Matthew 24:21: For then there will be great tribulation, such as has not been since the beginning of the world until this time, no, nor ever shall be.
Revelation 7:14 And I said to him, "Sir, you know." So he said to me, "These are the ones who come out of the great tribulation, and washed their robes and made them white in the blood of the Lamb."
Finally, both mention the temple and its approaching destruction, even using the same terms.
Luke 21:24 And Jerusalem will be trampled [pateho] by Gentiles [ethnos] until the times of the Gentiles are fulfilled.
Revelation 11:2 "But leave out the court which is outside the temple, and do not measure it, for it has been given to the Gentiles [ethnos]. And they will tread [pateho] the holy city underfoot for forty-two months."
The Olivet Discourse, which forms the foundation of Revelation, has a strong focus on Israel's fate. John's gospel is the only one of the four gospels that doesn't include the Olivet Discourse -- John deals with it in the book of Revelation. The theological context of the Olivet Discourse begins in Matthew 21:19 where Christ curses the fig tree as he enters Jerusalem. Shortly thereafter he gives the parable of the householder in Matthew 21:33. In this parable he prophesies that "the kingdom of God will be taken from you and given to a nation bearing the fruits of it," (Matthew 21:43). They knew that he spoke of Israel (Matthew 21:45). In Matthew 23 Jesus reproaches the scribes and Pharisees by calling them hypocrites (Matthew 23:13-15); in Matthew 23:31-36 he notes that Israel historically killed the prophets and now she is about to kill the Son of God. Matthew 23:36 speaks of "this generation", and in verses 37-38 the focus on Israel is indisputable. This is the context building up to the Olivet Discourse.

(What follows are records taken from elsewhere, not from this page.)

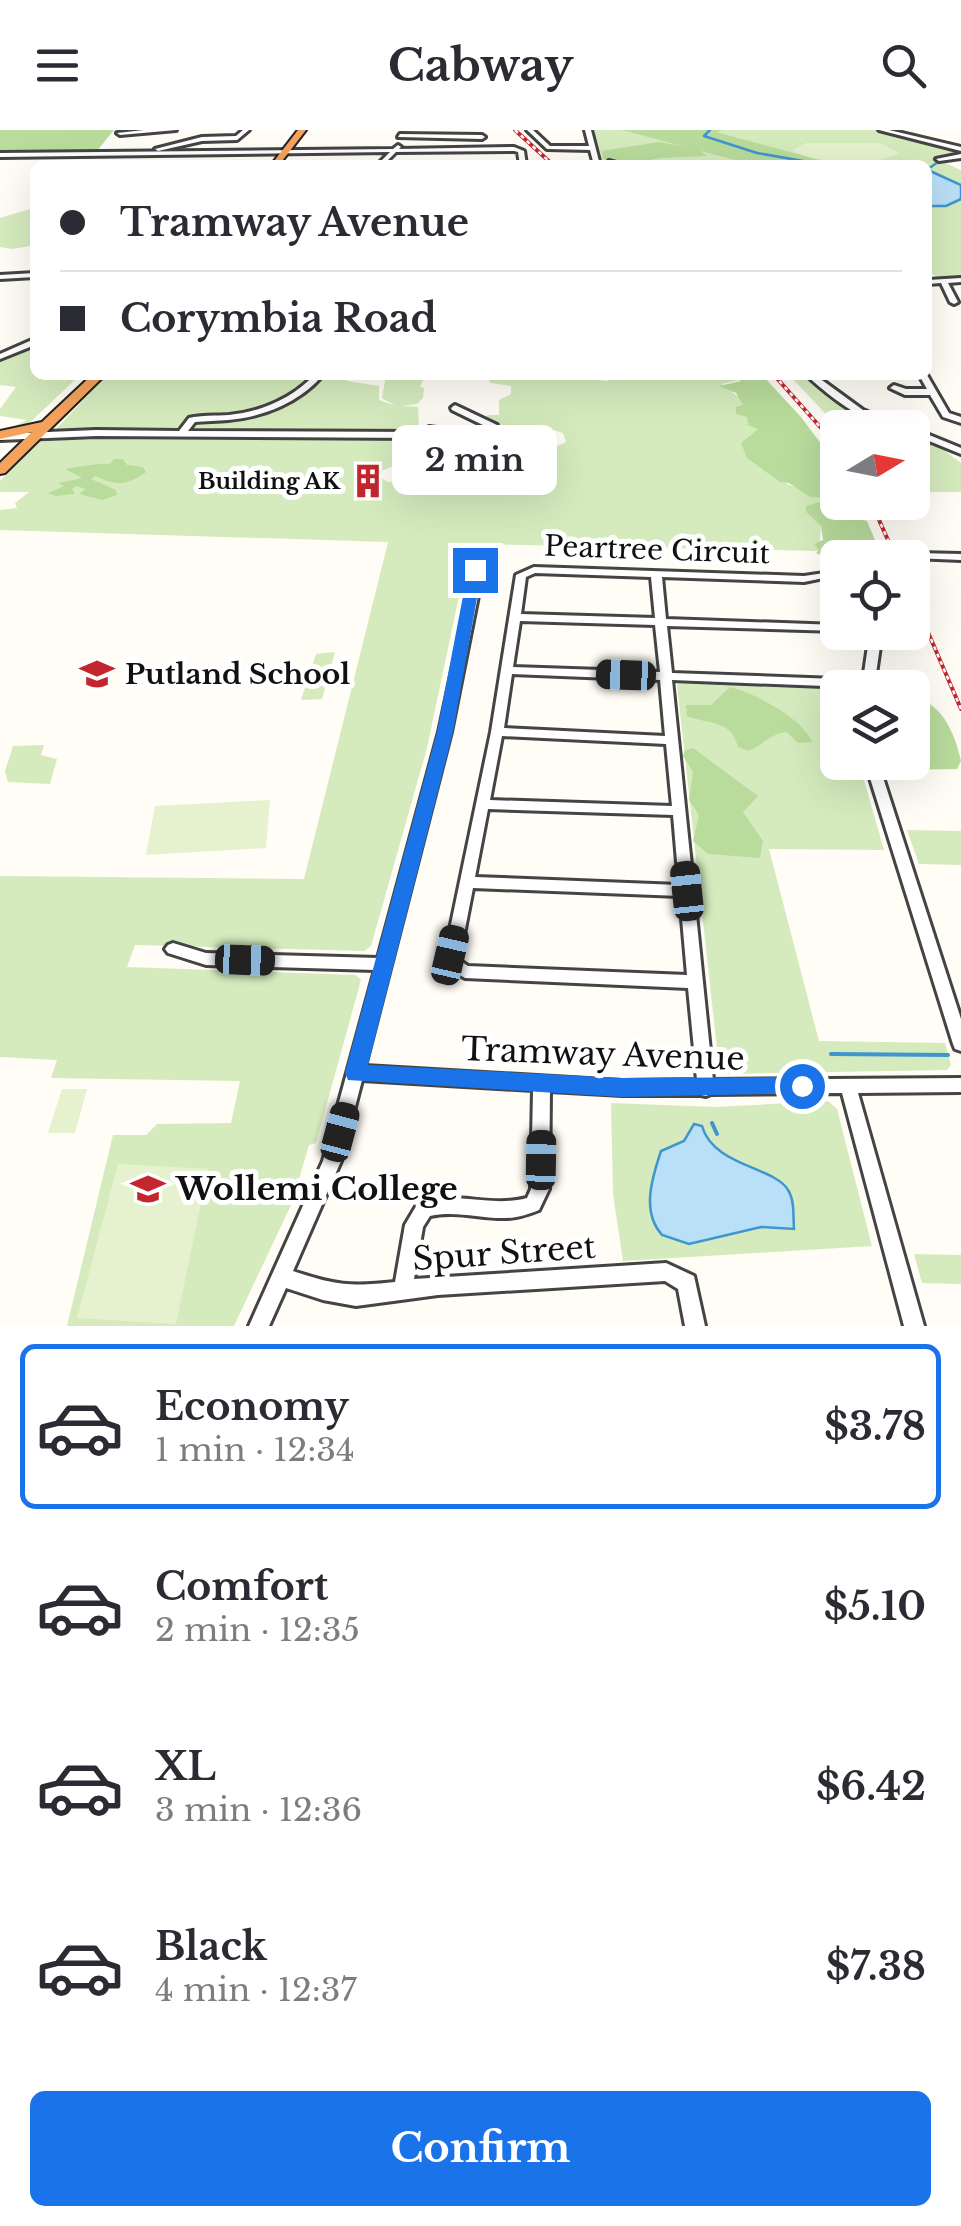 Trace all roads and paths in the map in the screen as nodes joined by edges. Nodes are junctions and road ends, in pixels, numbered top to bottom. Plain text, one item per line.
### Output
1 (173, 130) edge
2 (246, 130) edge
3 (305, 130) edge
4 (530, 130) edge
5 (588, 130) edge
6 (882, 130) edge
7 (121, 132) edge
8 (927, 132) edge
9 (400, 133) edge
10 (482, 137) dead end
11 (912, 137) junction
12 (592, 148) junction
13 (476, 149) junction
14 (397, 150) junction
15 (431, 150) junction
16 (961, 151) edge
17 (107, 153) junction
18 (288, 153) junction
19 (152, 154) junction
20 (0, 155) edge
21 (14, 155) junction
22 (939, 159) dead end
23 (280, 160) edge
24 (286, 160) edge
25 (392, 160) edge
26 (430, 160) edge
27 (477, 160) edge
28 (522, 160) edge
29 (596, 160) edge
30 (0, 167) edge
31 (30, 275) edge
32 (0, 276) edge
33 (961, 280) edge
34 (932, 282) edge
35 (944, 282) junction
36 (954, 302) dead end
37 (30, 344) edge
38 (0, 356) edge
39 (94, 380) edge
40 (314, 380) edge
41 (817, 380) edge
42 (926, 380) edge
43 (918, 392) dead end
44 (933, 392) junction
45 (456, 408) dead end
46 (857, 410) edge
47 (961, 420) edge
48 (41, 430) junction
49 (493, 433) dead end
50 (113, 434) junction
51 (182, 434) junction
52 (423, 434) dead end
53 (60, 435) joint
54 (2, 438) edge
55 (930, 438) edge
56 (961, 450) edge
57 (4, 466) edge
58 (930, 556) edge
59 (961, 557) edge
60 (471, 566) dead end
61 (656, 574) junction
62 (820, 575) edge
63 (514, 617) junction
64 (660, 622) junction
65 (820, 627) edge
66 (507, 670) junction
67 (665, 676) junction
68 (820, 684) edge
69 (497, 732) junction
70 (672, 740) junction
71 (877, 780) edge
72 (483, 804) junction
73 (678, 811) junction
74 (466, 882) junction
75 (687, 891) junction
76 (173, 950) dead end
77 (385, 964) junction
78 (695, 982) junction
79 (961, 1044) edge
80 (356, 1073) junction
81 (542, 1084) junction
82 (961, 1085) edge
83 (848, 1086) junction
84 (706, 1089) junction
85 (282, 1277) junction
86 (403, 1290) junction
87 (259, 1326) edge
88 (695, 1326) edge
89 (914, 1326) edge

1 - 7 street
2 - 19 street
3 - 18 highway
4 - 12 street
5 - 12 street
6 - 11 street
7 - 17 street
8 - 11 street
9 - 10 street
9 - 14 street
11 - 16 street
12 - 29 street
13 - 15 street
13 - 27 street
13 - 28 street
14 - 15 street
14 - 18 street
14 - 25 street
15 - 26 street
16 - 22 street
17 - 19 street
17 - 21 street
18 - 19 street
18 - 23 highway
18 - 24 highway
20 - 21 street
21 - 30 street
31 - 32 street
33 - 35 street
34 - 35 street
35 - 36 street
37 - 38 street
39 - 48 highway
40 - 51 street
41 - 46 street
42 - 44 street
43 - 44 street
44 - 47 street
45 - 49 street
48 - 50 street
48 - 53 highway
48 - 54 highway
48 - 57 highway
50 - 51 street
50 - 53 street
51 - 52 street
54 - 57 highway
55 - 56 street
58 - 59 street
60 - 77 street
61 - 62 street, Peartree Circuit
61 - 63 street, Peartree Circuit
61 - 64 street
63 - 64 street
63 - 66 street, Peartree Circuit
64 - 65 street
64 - 67 street
66 - 67 street
66 - 69 street, Peartree Circuit
67 - 68 street
67 - 70 street
69 - 70 street
69 - 72 street, Peartree Circuit
70 - 73 street
71 - 79 street
72 - 73 street
72 - 74 street, Peartree Circuit
73 - 75 street
74 - 75 street
74 - 78 street, Peartree Circuit
75 - 78 street
76 - 77 street
77 - 80 street
78 - 84 street
80 - 81 street, Tramway Avenue
80 - 85 street
81 - 84 street, Tramway Avenue
81 - 86 street
82 - 83 street, Tramway Avenue
83 - 84 street, Tramway Avenue
83 - 89 street
85 - 86 street, Spur Street
85 - 87 street
86 - 88 street, Spur Street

The very question that opens the Olivet Discourse concerns the temple, Matthew 24:1& 2:
And Jesus went out, and departed form the temple: and his disciples came to Him for to shew him the buildings of the temple. And Jesus said unto them, See ye not all these things? verily I say unto you, There shall not be left here one stone upon another, that shall not be thrown down.
The disciples respond by asking, "When will these things be?" The Greek word translated world [aion] in verse 3 is better translated age. The Jewish temple is at the heart of the Olivet Discourse; Matthew 24:15 refers to the Holy place.
Matthew 24:6 And ye shall hear of wars and rumors of wars: see that ye be not troubled: for all these things must come to pass, but the end is not yet.
When have we not had wars and rumors of wars in history? What kind of sign is that? If you had lived in the era known as the "Pax Romana", the era of the peace of Rome, this would have been a significant sign. Augustus inaugurated an Age of Peace in 17 BC. In the Roman Empire proper, this period of peace remained comparatively undisturbed until the time of Nero. The wars and rumors of wars in the Pax Romana immediately preceded the tribulation.
Matthew 24:14 says that the gospel would be preached to all nations.
Matthew 24:14 (NKJV) "And this gospel of the kingdom will be preached in all the world as a witness to all the nations, and then the end will come.
Remember Jesus was a Jew speaking to Jews and Salvation was of the Jews. The early Christian church was made up of only Jews, it was approximately ten years after Pentecost when the first Gentiles were brought into the church without first becoming Jewish proselytes. It was the movement at Antioch that decided to begin Christian missions to "all the world" (Acts 11:19-30). The gospel was to go beyond Judaism before the end came. Scripture shows us that the gospel was preached to all the world in that age.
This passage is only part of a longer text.